The New 16-Cog, 512KB, 64 analog I/O Propeller Chip

evanh · 2014-04-11 20:18

Phil Pilgrim (PhiPi) wrote: »

... whatever actual silicon results from this very flawed and much too-open dev process.

I'll take exception to that. I find the whole process has been a great ride and I very much appreciate the level of openness.

The fact that it hasn't gone completely smooth can't be seen as flawed at all.

EDIT: To give the thermal issue as an example. I've been through that sort of process before where I didn't account for something right at the start and only later did I realise how important it was. And, as was the case here, there is often a reason why it was not addressed initially, ie: didn't have the tools at hand.

All this really shows is that the warts are on display at the same time.

rjo__ · 2014-04-11 20:18

Phil,

I was typing as you were writing... the more you can say about the technical issue, the better.

Thanks,

Rich

jazzed · 2014-04-11 20:19

RossH wrote: »

I'm assuming there will be an OBEX equivalent for high level languages other than Spin.
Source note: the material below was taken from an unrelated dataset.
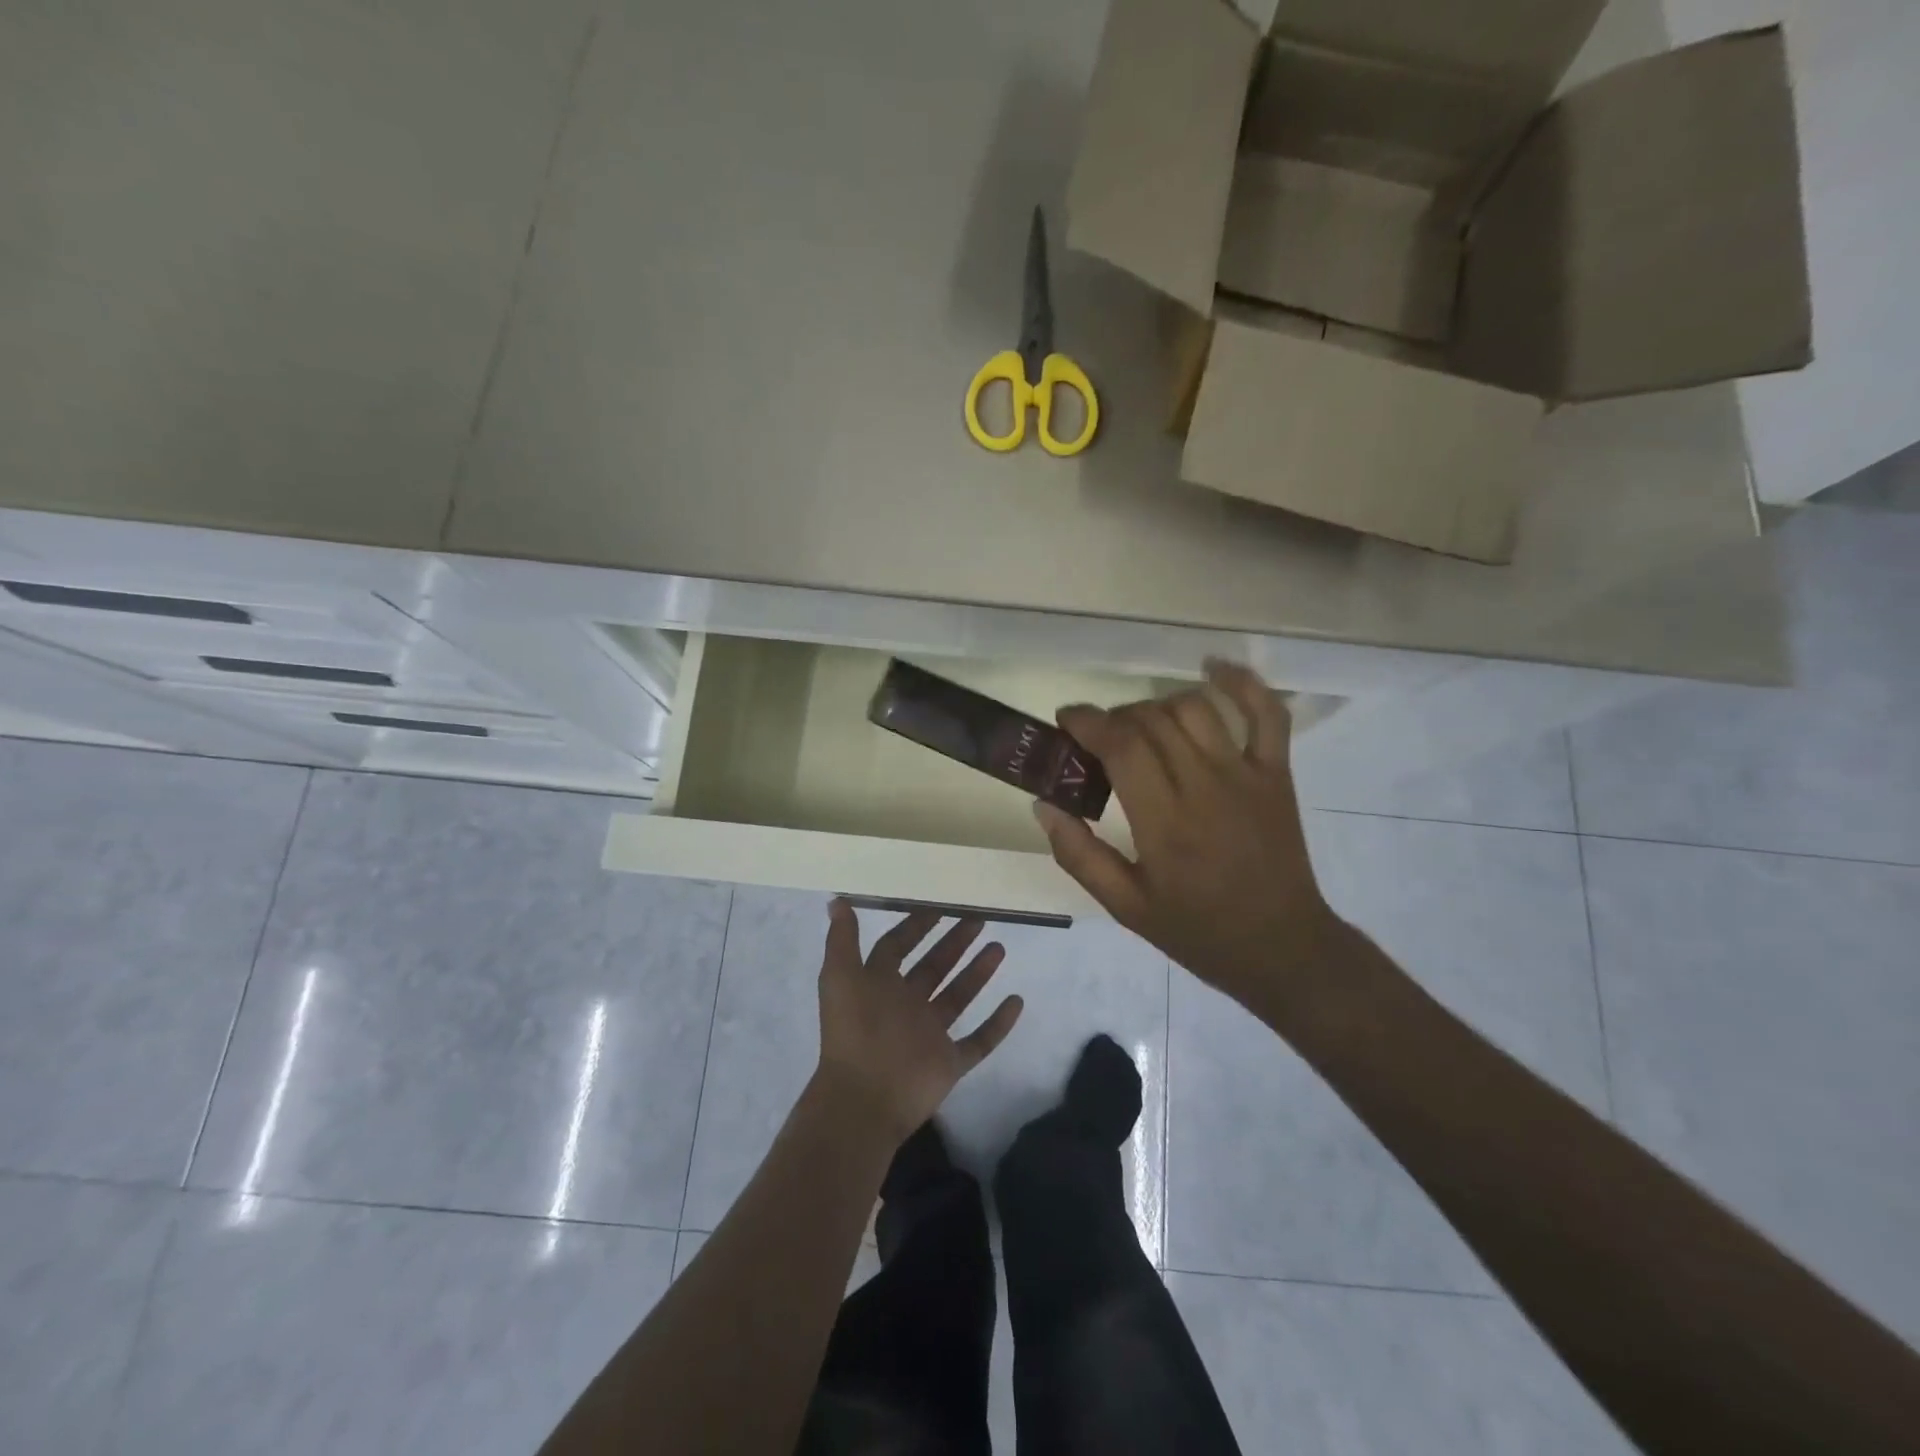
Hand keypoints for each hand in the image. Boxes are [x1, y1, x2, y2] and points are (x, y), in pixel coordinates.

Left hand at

Then it will become quite important to know which objects use COG mode and which use HUB mode.

Ross.

Here's the way I see it.

OBEX is all source of course (no binaries).

In the current Propeller C program, we can choose one of the various "TLA" memory models in the SimpleIDE project menu for the main program. Then we can add Spin sources for extracting PASM or cogc sources for linking into the main program ... the file-type defines how things are put together. I may add spinwarp support to SimpleIDE, but that is also just file-type dependent.

In a follow on P16X512LC release, we can remove the memory model box entirely because the file extension defines how the code is built in SimpleIDE. If someone wants to make a program written entirely in COGC or have it built as Compact code that can be selected from the Tools menu. XMM models are not mentioned because the new chip is big enough ... so far.

As far as new spin code goes, Chip has already said that "spin2" code will have the .spin2 extension.

Hopefully that all explains why I think it is not important to know which objects use which mode.

Just for the sake of following through with this, I hope you can describe your vision and concerns in more detail.

jmg · 2014-04-11 20:20

rjo__ wrote: »

I know of all kinds of University level research that depend upon RF modulation. This means that there are academic markets that this chip cannot penetrate.
It also means that there is research that won't be done because budgets won't allow it.

The P1 is full custom, and it managed to include an (Analog?) PLL with every Timer.
The P1+ is fully Synthesised from HDL in the COGs, and has a single custom PLL cell for the master clock in the Pad ring area.

That design flow difference makes getting a PLL into P1+ COGs quite a challenge, and Chip has not yet said it is included.

That said, most RF designs need more serious PLL and performance than a P1 PLL anyway, and there are an expanding range of external RF synthesis chips, that the P1+ could easily drive.

ie by moving the PLL to a device that does it properly, you get better performance, and remove some design risks.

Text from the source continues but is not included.